Gigantes del Sur is a volleyball team in Neuquén, Argentina. Founded in November 2003, its home stadium is Ruca Che Stadium, Central Park Gym and currently Picún Leufú. It is a member of Liga Argentina de Voleibol – Serie A1, Argentina's top-level men's volleyball league.

== History ==

=== Creation, A2 Series and promotion (2002-2005) ===
The team was made primarily as the result of the 2002 world championships organized in Argentina. In the same year, the Neuquén province started a program called «Development Plan of Provincial volleyball». This plan resulted in the creation of the team in November 2003 and the team began to participate in national tournaments that same year.

The 2003-04 A2 League was organized by FeVA and had eight teams in its final phase, among them, the Boca Juniors and Independiente de Dolores, teams that arrived to the semifinals. The Independiente de Dolores were eliminated by the Giants, and the Giants faced Saint Lorenzo of Buenos Aires in the final game. The first two games were played in the Ruca Che Stadium, where the home team won the first game, but after losing the second game, they were at a disadvantage, and finally, the porteño (Buenos Aires) team moved up after winning two games as the home team. After finishing as runners-up, the Giants had the chance to move up based on a play-off game facing another A1 League, which were the Obras San Juan, a team that won the series and stayed in the standings.

After being the runners-up, the Giants faced their second season, the 2004-05 season, in the A2 league as the favored team to move up. The team got stronger with Diego Spinelli, Dick Montalbán, Juan Pablo Hatrick, Leonardo Figueiredo, Javier Sánchez and Javier Dantas. The "Dinos" finished second in the regular season, after the Boca Juniors, and so they had an advantage in the majority of the play-offs.

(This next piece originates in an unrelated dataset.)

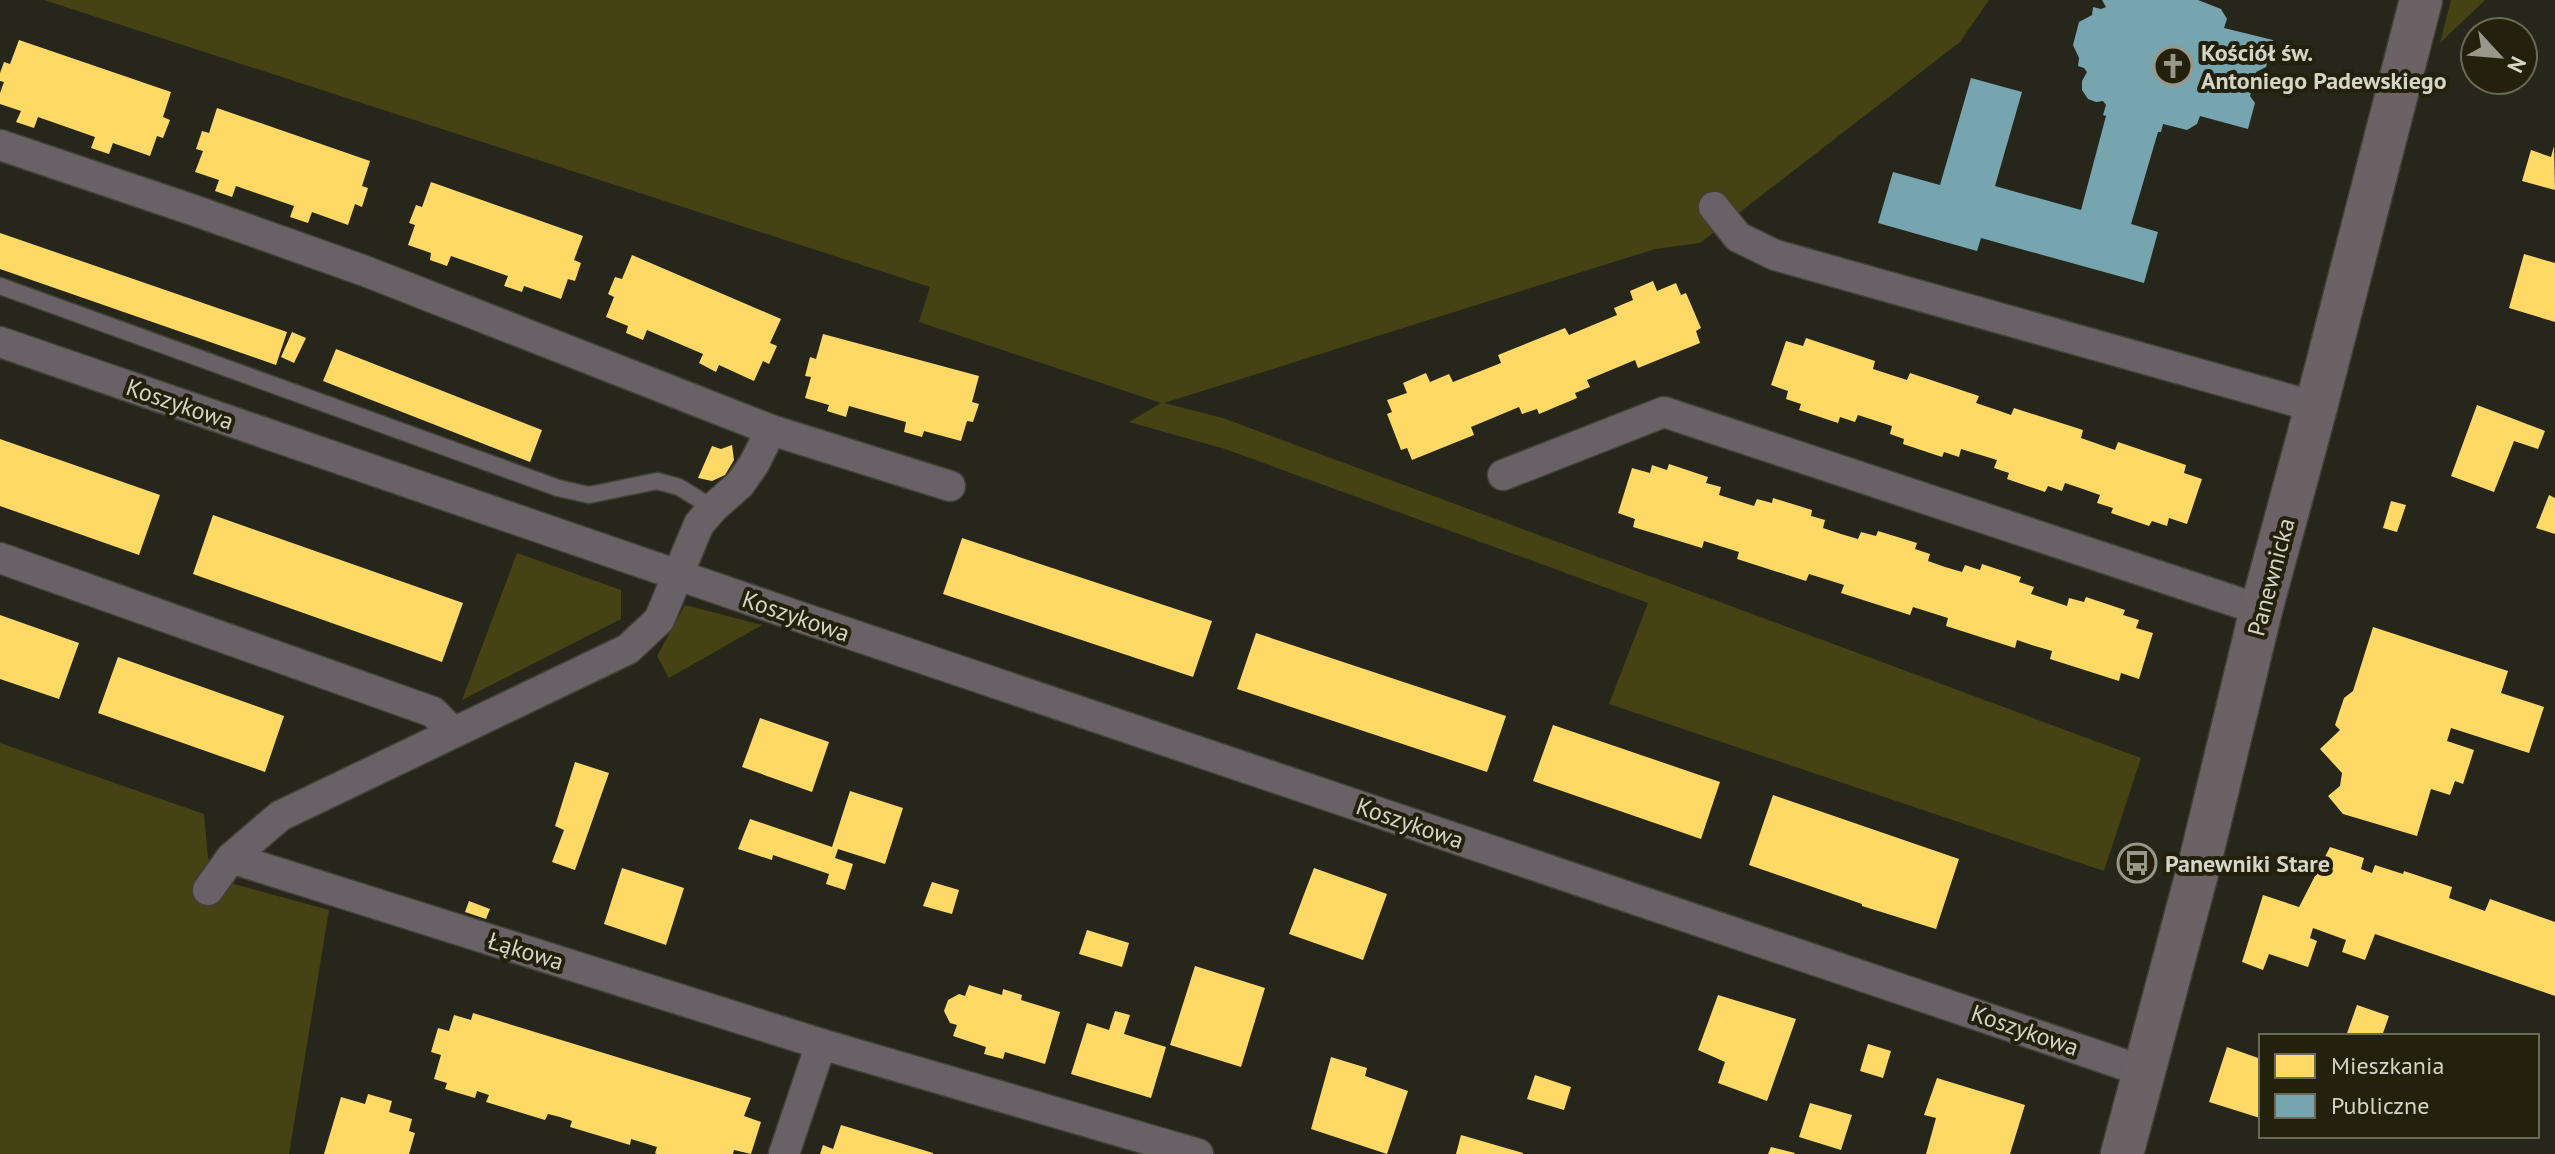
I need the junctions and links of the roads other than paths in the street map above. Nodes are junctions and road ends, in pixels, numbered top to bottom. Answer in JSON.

In the semifinals, the team faced Instituto Carlos Pellegrini, of Tucumán, and in the final faced the Boca Juniors. From their position in the regular season, the team had adisadvantage in the pairings and so they were the visiting team. After winning the fourth game in The Bombonerita, they were promoted to the A1 League.

The promoted team was made up of Juan Pablo Hatrick, Diego Spinelli, Matías Macor, Martín Furesi, Javier Dantas, Román Aguilar, Leonardo Figueiredo, Dick Montalbán, Sebastián Ruiz, Ignacio Maffei, Alexandro Moreno, Emanuel Espinosa, Francisco Sánchez, Sebastián Espiño, Marcos Galdón and Matías Properzi. The trainer was Alejandro Grossi, the assistant was Ariel Giménez and the physical trainer was Mariano Dellavalle.

=== A1 Series, highest division (2005-2006) ===
The first season of the "Dinos" in the highest national division was 2005-06, with a team made up partly of local players of the Centenarian Sportive Association, and reinforced with players like Joelson Barbosa, Matías Macor, Alejandro Grossi and the repatriated Camilo Soto, among others like Javier Dantas. The trainer continued being Alejandro Grossi.

The season began with the Copa ACLAV 2005, where the Giants played in the Ruca Che Stadium the Club de Amigos and Origines Bolívar. In their first game in the highest division they lost in five sets to the Club de Amigos. The following week they played Alianza de Jesús María and the Club Social Morteros, and in the last week before the play-offs, they played against Vélez Sarsfield and Misiones Vóley. The Giants ended the regular season with three wins and three losses, and tied with Club Social Morteros in the following stage, which was played entirely in Rosario. After beating the Cordoban team 3 to 0, they were eliminated by Misiones Vóley in the Argentinian north 3 to 1, and this finished their first participation in the Copa ACLAV.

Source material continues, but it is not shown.